┌──

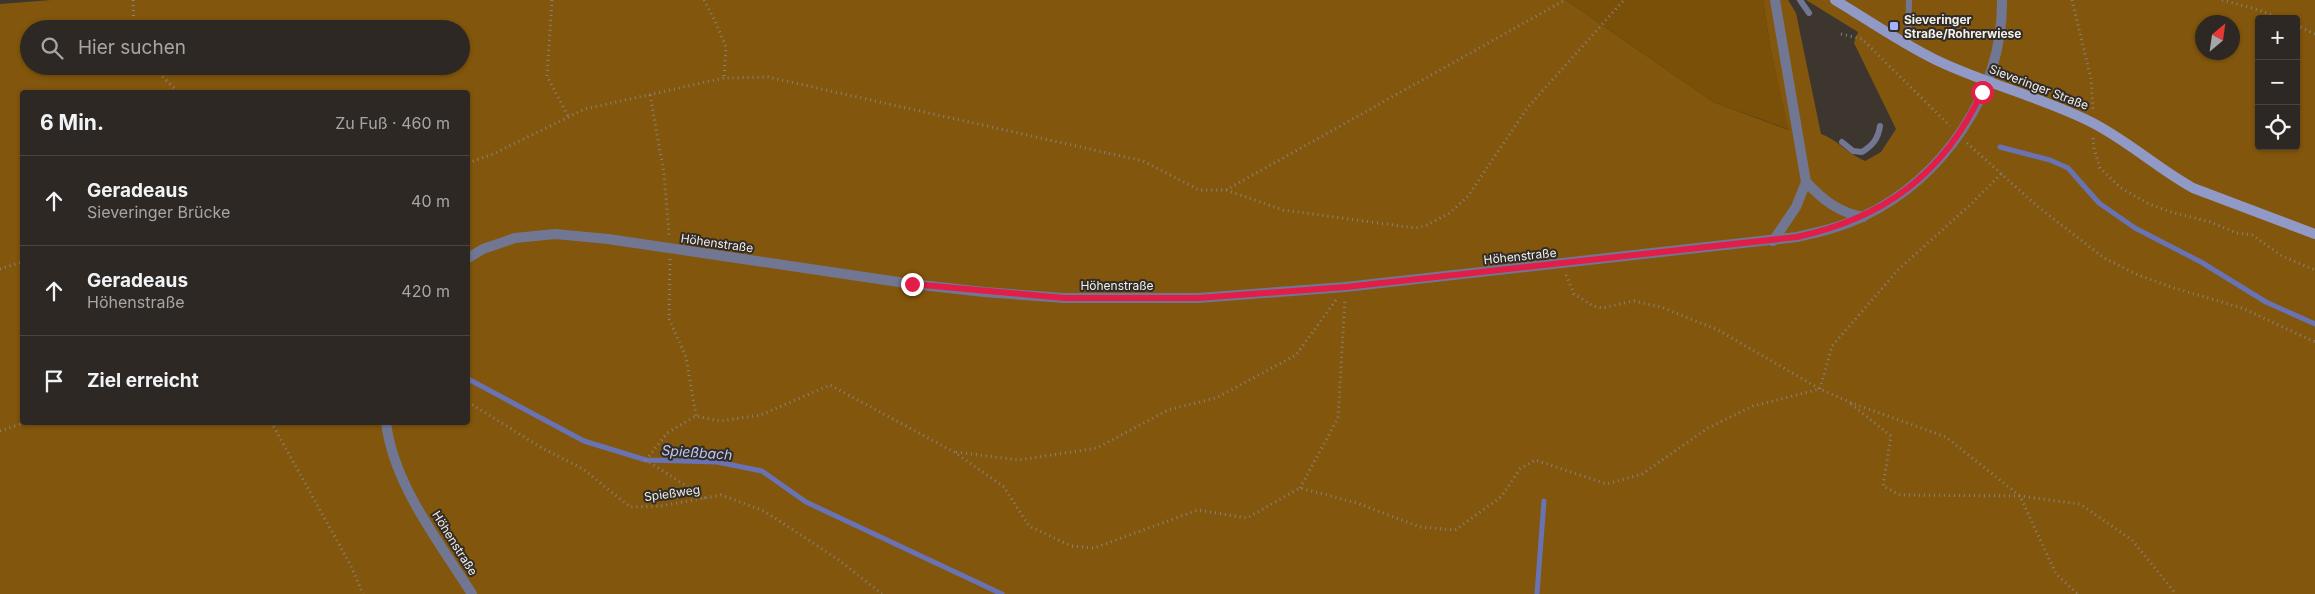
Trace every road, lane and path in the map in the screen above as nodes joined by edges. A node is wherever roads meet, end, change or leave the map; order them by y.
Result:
1 (133, 0) edge
2 (552, 0) edge
3 (704, 0) edge
4 (1565, 0) edge
5 (1624, 0) edge
6 (1775, 0) edge
7 (1800, 0) edge
8 (1835, 0) edge
9 (1908, 0) edge
10 (2002, 0) edge
11 (2222, 0) edge
12 (1809, 13) dead end
13 (2271, 15) edge
14 (134, 20) edge
15 (2300, 27) edge
16 (1841, 34) dead end
17 (2315, 34) edge
18 (1908, 45) junction
19 (161, 75) edge
20 (724, 78) junction
21 (176, 90) edge
22 (650, 95) junction
23 (568, 116) junction
24 (1880, 126) dead end
25 (1953, 129) dead end
26 (1960, 136) dead end
27 (1842, 142) dead end
28 (470, 162) edge
29 (2001, 174) junction
30 (1806, 182) junction
31 (1226, 190) junction
32 (1863, 217) junction
33 (2315, 234) edge
34 (1773, 241) junction
35 (670, 248) junction
36 (470, 257) edge
37 (20, 263) edge
38 (1564, 264) junction
39 (0, 269) edge
40 (1346, 287) junction
41 (2315, 342) edge
42 (1820, 389) junction
43 (1849, 402) junction
44 (470, 403) edge
45 (696, 416) junction
46 (20, 424) edge
47 (273, 425) edge
48 (387, 425) edge
49 (0, 431) edge
50 (954, 452) junction
51 (1300, 488) junction
52 (2020, 496) junction
53 (705, 498) junction
54 (363, 594) edge
55 (472, 594) edge
56 (882, 594) edge
57 (2078, 594) edge
58 (2176, 594) edge

1 - 14 path
2 - 23 path
3 - 20 path
4 - 31 path
5 - 31 path
6 - 30 street
7 - 12 lane
8 - 18 main road, Sieveringer Straße
9 - 18 lane
10 - 32 street, Höhenstraße
11 - 13 path
15 - 17 path
16 - 25 path
18 - 33 main road, Sieveringer Straße
19 - 21 path
20 - 22 path
20 - 31 path
22 - 23 path
22 - 35 path
23 - 28 path
24 - 27 lane
26 - 29 path
29 - 41 path
29 - 42 path
30 - 32 street
30 - 34 street
32 - 34 street, Höhenstraße
34 - 38 street, Höhenstraße
35 - 36 street, Höhenstraße
35 - 40 street, Höhenstraße
35 - 45 path
37 - 39 path
38 - 40 street, Höhenstraße
38 - 42 path
40 - 50 path
40 - 51 path
42 - 43 path
42 - 51 path
43 - 52 path
43 - 52 path
44 - 53 path, Spießweg
45 - 50 path
45 - 53 path
46 - 49 path
47 - 54 path
48 - 55 street, Höhenstraße
50 - 51 path
52 - 57 path
52 - 58 path
53 - 56 path, Spießweg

└──

Assigned task ->
The lines above must be transcribed exactly, with every picture left out.

Expected output ->
Trace every road, lane and path in the map in the screen above as nodes joined by edges. A node is wherever roads meet, end, change or leave the map; order them by y.
Result:
1 (133, 0) edge
2 (552, 0) edge
3 (704, 0) edge
4 (1565, 0) edge
5 (1624, 0) edge
6 (1775, 0) edge
7 (1800, 0) edge
8 (1835, 0) edge
9 (1908, 0) edge
10 (2002, 0) edge
11 (2222, 0) edge
12 (1809, 13) dead end
13 (2271, 15) edge
14 (134, 20) edge
15 (2300, 27) edge
16 (1841, 34) dead end
17 (2315, 34) edge
18 (1908, 45) junction
19 (161, 75) edge
20 (724, 78) junction
21 (176, 90) edge
22 (650, 95) junction
23 (568, 116) junction
24 (1880, 126) dead end
25 (1953, 129) dead end
26 (1960, 136) dead end
27 (1842, 142) dead end
28 (470, 162) edge
29 (2001, 174) junction
30 (1806, 182) junction
31 (1226, 190) junction
32 (1863, 217) junction
33 (2315, 234) edge
34 (1773, 241) junction
35 (670, 248) junction
36 (470, 257) edge
37 (20, 263) edge
38 (1564, 264) junction
39 (0, 269) edge
40 (1346, 287) junction
41 (2315, 342) edge
42 (1820, 389) junction
43 (1849, 402) junction
44 (470, 403) edge
45 (696, 416) junction
46 (20, 424) edge
47 (273, 425) edge
48 (387, 425) edge
49 (0, 431) edge
50 (954, 452) junction
51 (1300, 488) junction
52 (2020, 496) junction
53 (705, 498) junction
54 (363, 594) edge
55 (472, 594) edge
56 (882, 594) edge
57 (2078, 594) edge
58 (2176, 594) edge

1 - 14 path
2 - 23 path
3 - 20 path
4 - 31 path
5 - 31 path
6 - 30 street
7 - 12 lane
8 - 18 main road, Sieveringer Straße
9 - 18 lane
10 - 32 street, Höhenstraße
11 - 13 path
15 - 17 path
16 - 25 path
18 - 33 main road, Sieveringer Straße
19 - 21 path
20 - 22 path
20 - 31 path
22 - 23 path
22 - 35 path
23 - 28 path
24 - 27 lane
26 - 29 path
29 - 41 path
29 - 42 path
30 - 32 street
30 - 34 street
32 - 34 street, Höhenstraße
34 - 38 street, Höhenstraße
35 - 36 street, Höhenstraße
35 - 40 street, Höhenstraße
35 - 45 path
37 - 39 path
38 - 40 street, Höhenstraße
38 - 42 path
40 - 50 path
40 - 51 path
42 - 43 path
42 - 51 path
43 - 52 path
43 - 52 path
44 - 53 path, Spießweg
45 - 50 path
45 - 53 path
46 - 49 path
47 - 54 path
48 - 55 street, Höhenstraße
50 - 51 path
52 - 57 path
52 - 58 path
53 - 56 path, Spießweg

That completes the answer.